Problem to solve:
Without any pictures, reproduce exactly the lines running from the line containing "wrist: (917, 1258)" through the end of the entries.

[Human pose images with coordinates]
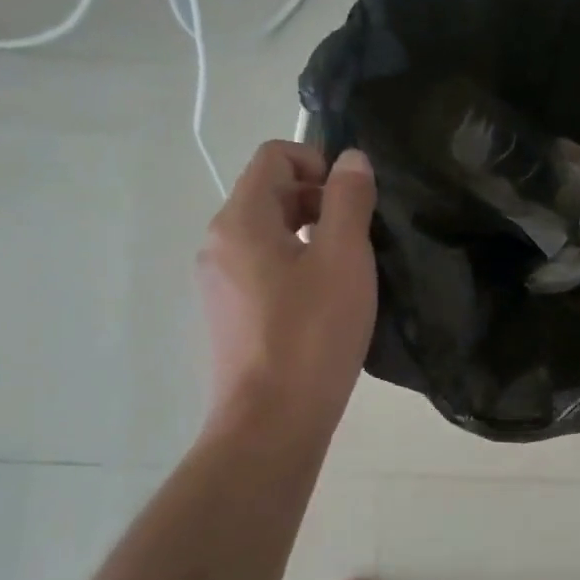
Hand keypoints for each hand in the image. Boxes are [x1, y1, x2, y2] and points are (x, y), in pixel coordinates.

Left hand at [197, 141, 376, 435]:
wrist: (272, 422)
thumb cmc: (312, 333)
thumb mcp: (344, 257)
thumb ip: (349, 199)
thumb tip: (352, 159)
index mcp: (241, 220)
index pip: (274, 156)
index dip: (320, 162)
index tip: (354, 202)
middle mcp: (218, 243)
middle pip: (271, 193)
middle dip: (319, 201)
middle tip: (361, 238)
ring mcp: (218, 282)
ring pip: (268, 234)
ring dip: (311, 236)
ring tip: (348, 272)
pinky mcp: (228, 315)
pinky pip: (262, 268)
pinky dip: (295, 267)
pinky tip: (325, 304)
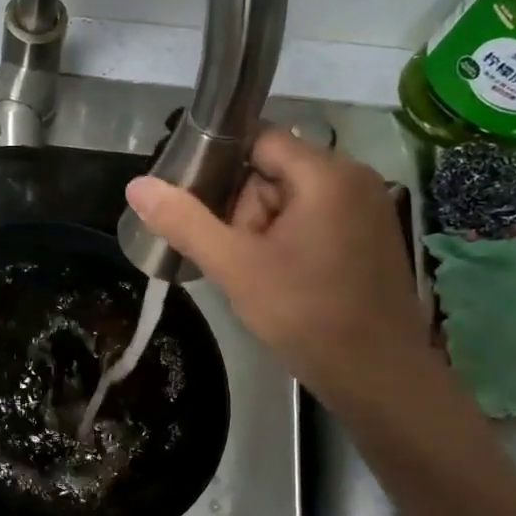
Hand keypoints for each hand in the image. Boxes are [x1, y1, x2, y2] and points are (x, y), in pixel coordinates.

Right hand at [124, 126, 429, 403]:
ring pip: (293, 199)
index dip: (221, 167)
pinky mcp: (372, 235)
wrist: (378, 376)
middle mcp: (354, 177)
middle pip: (274, 171)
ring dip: (265, 229)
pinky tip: (284, 278)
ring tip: (260, 275)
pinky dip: (290, 241)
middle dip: (245, 210)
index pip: (258, 139)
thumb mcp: (235, 267)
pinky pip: (316, 219)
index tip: (197, 206)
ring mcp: (368, 207)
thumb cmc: (305, 315)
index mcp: (325, 174)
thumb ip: (185, 222)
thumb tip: (137, 185)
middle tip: (238, 257)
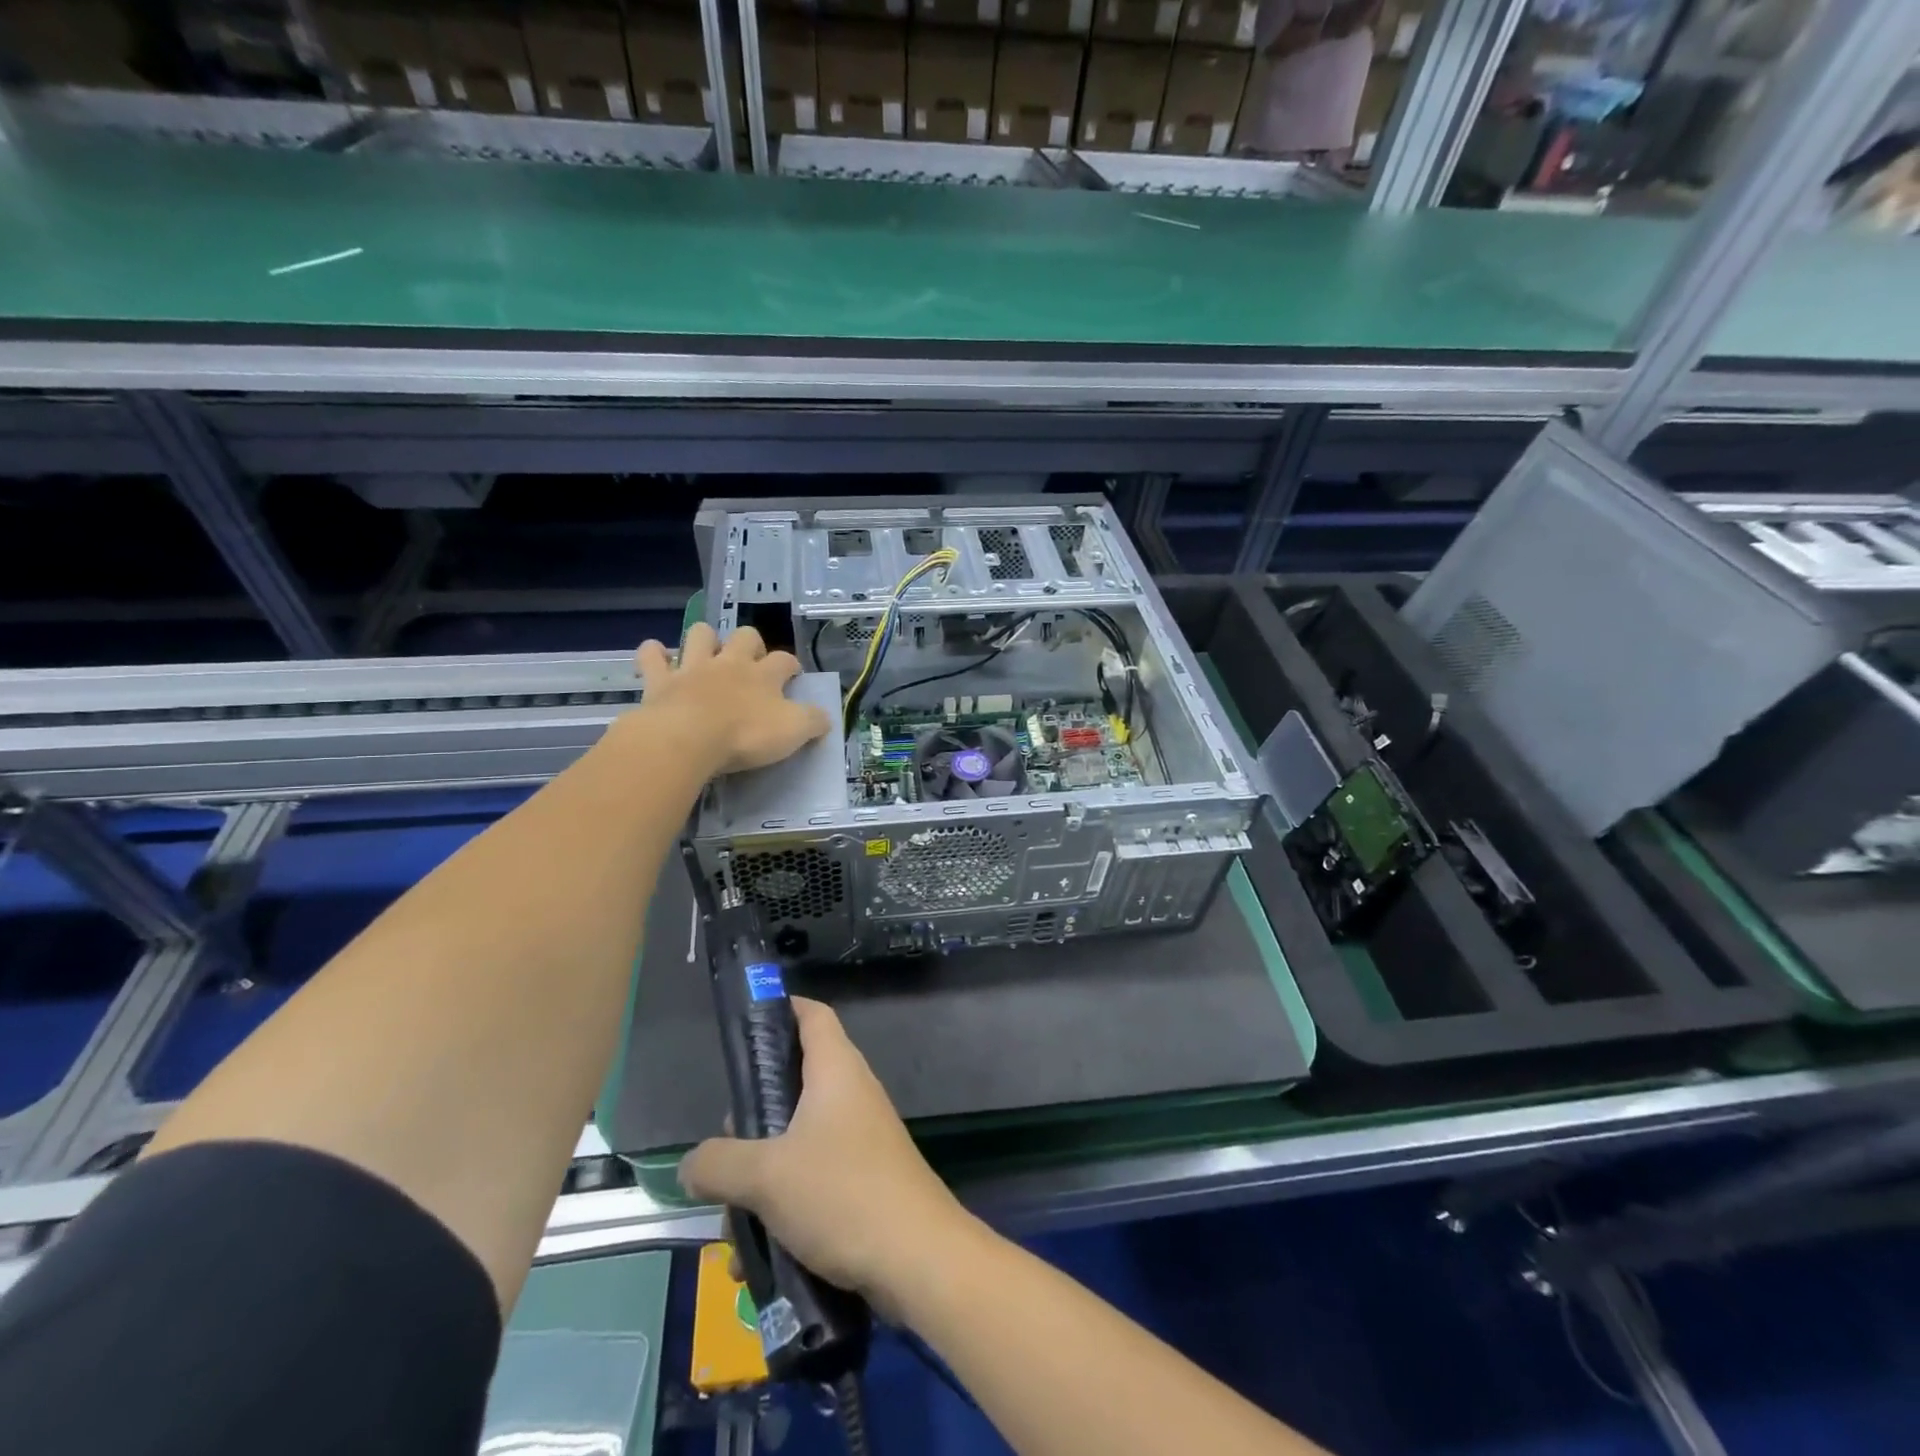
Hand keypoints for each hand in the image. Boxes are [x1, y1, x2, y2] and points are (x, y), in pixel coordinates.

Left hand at [634, 624, 830, 777]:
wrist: (688, 739)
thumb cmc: (746, 735)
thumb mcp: (793, 732)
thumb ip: (813, 722)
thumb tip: (825, 717)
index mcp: (764, 675)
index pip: (786, 660)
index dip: (792, 666)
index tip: (794, 676)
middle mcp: (730, 663)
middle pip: (745, 636)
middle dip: (750, 643)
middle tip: (751, 663)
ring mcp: (693, 668)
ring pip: (700, 634)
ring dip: (704, 639)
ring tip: (706, 653)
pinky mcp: (660, 681)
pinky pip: (652, 657)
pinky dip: (654, 654)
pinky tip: (656, 657)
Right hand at [678, 998, 971, 1310]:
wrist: (917, 1258)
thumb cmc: (842, 1193)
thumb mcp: (766, 1177)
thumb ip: (718, 1164)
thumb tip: (689, 1165)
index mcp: (835, 1069)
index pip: (811, 1014)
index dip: (780, 1009)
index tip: (744, 1027)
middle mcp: (850, 1094)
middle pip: (792, 1085)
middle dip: (751, 1123)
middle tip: (723, 1154)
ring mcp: (860, 1138)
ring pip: (795, 1143)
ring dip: (760, 1182)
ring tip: (733, 1228)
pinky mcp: (863, 1180)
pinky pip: (812, 1181)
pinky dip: (783, 1210)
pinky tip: (756, 1261)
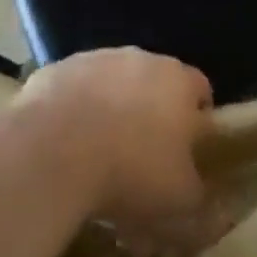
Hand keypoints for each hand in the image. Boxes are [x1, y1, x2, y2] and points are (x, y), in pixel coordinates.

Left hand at [15, 48, 212, 222]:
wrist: (55, 151)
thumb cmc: (131, 170)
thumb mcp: (179, 198)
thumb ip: (197, 189)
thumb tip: (196, 187)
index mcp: (179, 82)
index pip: (201, 89)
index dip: (196, 118)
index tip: (186, 149)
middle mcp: (141, 58)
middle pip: (154, 80)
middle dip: (151, 110)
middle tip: (140, 152)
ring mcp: (97, 59)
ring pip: (112, 81)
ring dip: (111, 106)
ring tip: (98, 149)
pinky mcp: (59, 68)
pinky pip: (74, 88)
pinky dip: (74, 109)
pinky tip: (63, 142)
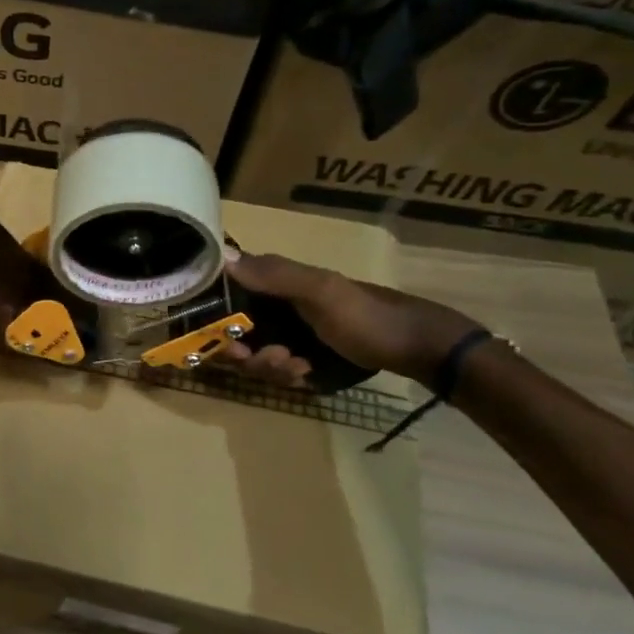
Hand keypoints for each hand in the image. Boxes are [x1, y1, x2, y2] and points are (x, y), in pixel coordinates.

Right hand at [220, 249, 481, 389]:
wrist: (418, 348)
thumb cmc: (368, 315)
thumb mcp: (322, 291)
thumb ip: (275, 275)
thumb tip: (224, 258)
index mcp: (273, 284)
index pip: (225, 299)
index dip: (216, 322)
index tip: (228, 343)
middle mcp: (274, 308)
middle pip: (234, 336)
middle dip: (247, 354)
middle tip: (273, 358)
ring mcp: (288, 334)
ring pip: (255, 357)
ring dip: (269, 367)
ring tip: (298, 367)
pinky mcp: (301, 357)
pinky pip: (276, 370)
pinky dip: (286, 375)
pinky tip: (307, 374)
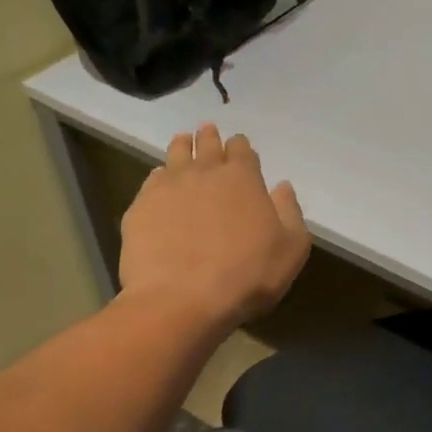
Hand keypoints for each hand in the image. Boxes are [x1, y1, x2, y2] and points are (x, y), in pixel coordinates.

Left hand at [119, 124, 310, 330]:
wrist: (182, 299)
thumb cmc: (247, 275)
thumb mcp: (291, 248)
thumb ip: (289, 212)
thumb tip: (282, 187)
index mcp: (242, 177)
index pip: (241, 149)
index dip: (241, 146)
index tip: (239, 146)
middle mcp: (204, 172)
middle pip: (207, 144)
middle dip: (210, 138)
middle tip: (207, 131)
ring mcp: (168, 187)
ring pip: (175, 154)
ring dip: (182, 146)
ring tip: (183, 142)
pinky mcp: (140, 207)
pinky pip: (151, 181)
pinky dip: (158, 176)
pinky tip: (159, 181)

Solution for this exercise:
wrist: (917, 1258)
thumb cmc: (842, 1193)
thumb mcp: (766, 1177)
thumb ip: (718, 1164)
thumb tip: (689, 1165)
index mcp: (835, 1069)
index pip: (811, 1014)
index dip: (780, 1009)
index tip: (744, 1027)
middle mcp: (850, 1094)
middle pip: (792, 1085)
middle dip: (751, 1123)
middle tip: (723, 1154)
ring mcp: (860, 1138)
ring pip: (795, 1143)
ring dip: (760, 1182)
ring tip: (733, 1228)
pinky mcp: (863, 1180)
pinky pip: (812, 1181)
pinky dip: (783, 1210)
pinky tip: (756, 1261)
Hand keypoints for each hand in the image. Boxes are [x1, y1, x2, y2] and points are (x, y), in pixel coordinates.

Left hand at [15, 48, 212, 222]:
wrist: (55, 151)
thumb cmc: (131, 170)
thumb mcp: (179, 198)
thumb ip: (197, 189)
thumb tip: (196, 187)
index mcp: (179, 82)
index pip: (201, 89)
index dip: (196, 118)
index tip: (186, 149)
middle mcp: (141, 58)
middle pip: (154, 80)
middle dip: (151, 110)
middle tip: (140, 152)
ring mcp: (97, 59)
ring pip: (112, 81)
ring dip: (111, 106)
ring tip: (98, 149)
pinky mcp: (59, 68)
pinky pip: (74, 88)
pinky dip: (74, 109)
pinky tip: (63, 142)
Hand keypoints for each hand in the image. Boxes are [x1, y1, x2, y2] and points are (x, y), in pixel coordinates.

Right hand at [220, 249, 481, 389]:
wrist: (418, 348)
thumb cmc: (368, 315)
thumb mcp: (322, 291)
thumb ip: (275, 275)
thumb tip: (224, 258)
index mcp: (273, 284)
index pip: (225, 299)
index dip: (216, 322)
index tip: (228, 343)
middle mcp: (274, 308)
middle pip: (234, 336)
middle dip: (247, 354)
middle tip: (273, 358)
ring mcp: (288, 334)
ring pip: (255, 357)
ring dip: (269, 367)
ring tip: (298, 367)
pinky mcp: (301, 357)
pinky pip: (276, 370)
pinky dip: (286, 375)
pinky tip: (307, 374)
Hand keypoints for each hand in the image. Boxes are [x1, y1, x2, y2] and points are (x, y), in pixel coordinates.

Left hand at [119, 124, 310, 330]:
wrist: (182, 299)
thumb cmc: (247, 275)
thumb mcp: (291, 248)
thumb ip: (289, 212)
thumb tip: (282, 187)
index mcp: (242, 177)
index pip: (241, 149)
index dip: (241, 146)
index tip: (239, 146)
middle mcp: (204, 172)
middle pip: (207, 144)
middle dip: (210, 138)
middle tip: (207, 131)
ring mcp: (168, 187)
ring pip: (175, 154)
ring dip: (182, 146)
ring tip: (183, 142)
pinky mcp: (140, 207)
pinky pip: (151, 181)
pinky dip: (158, 176)
pinky tip: (159, 181)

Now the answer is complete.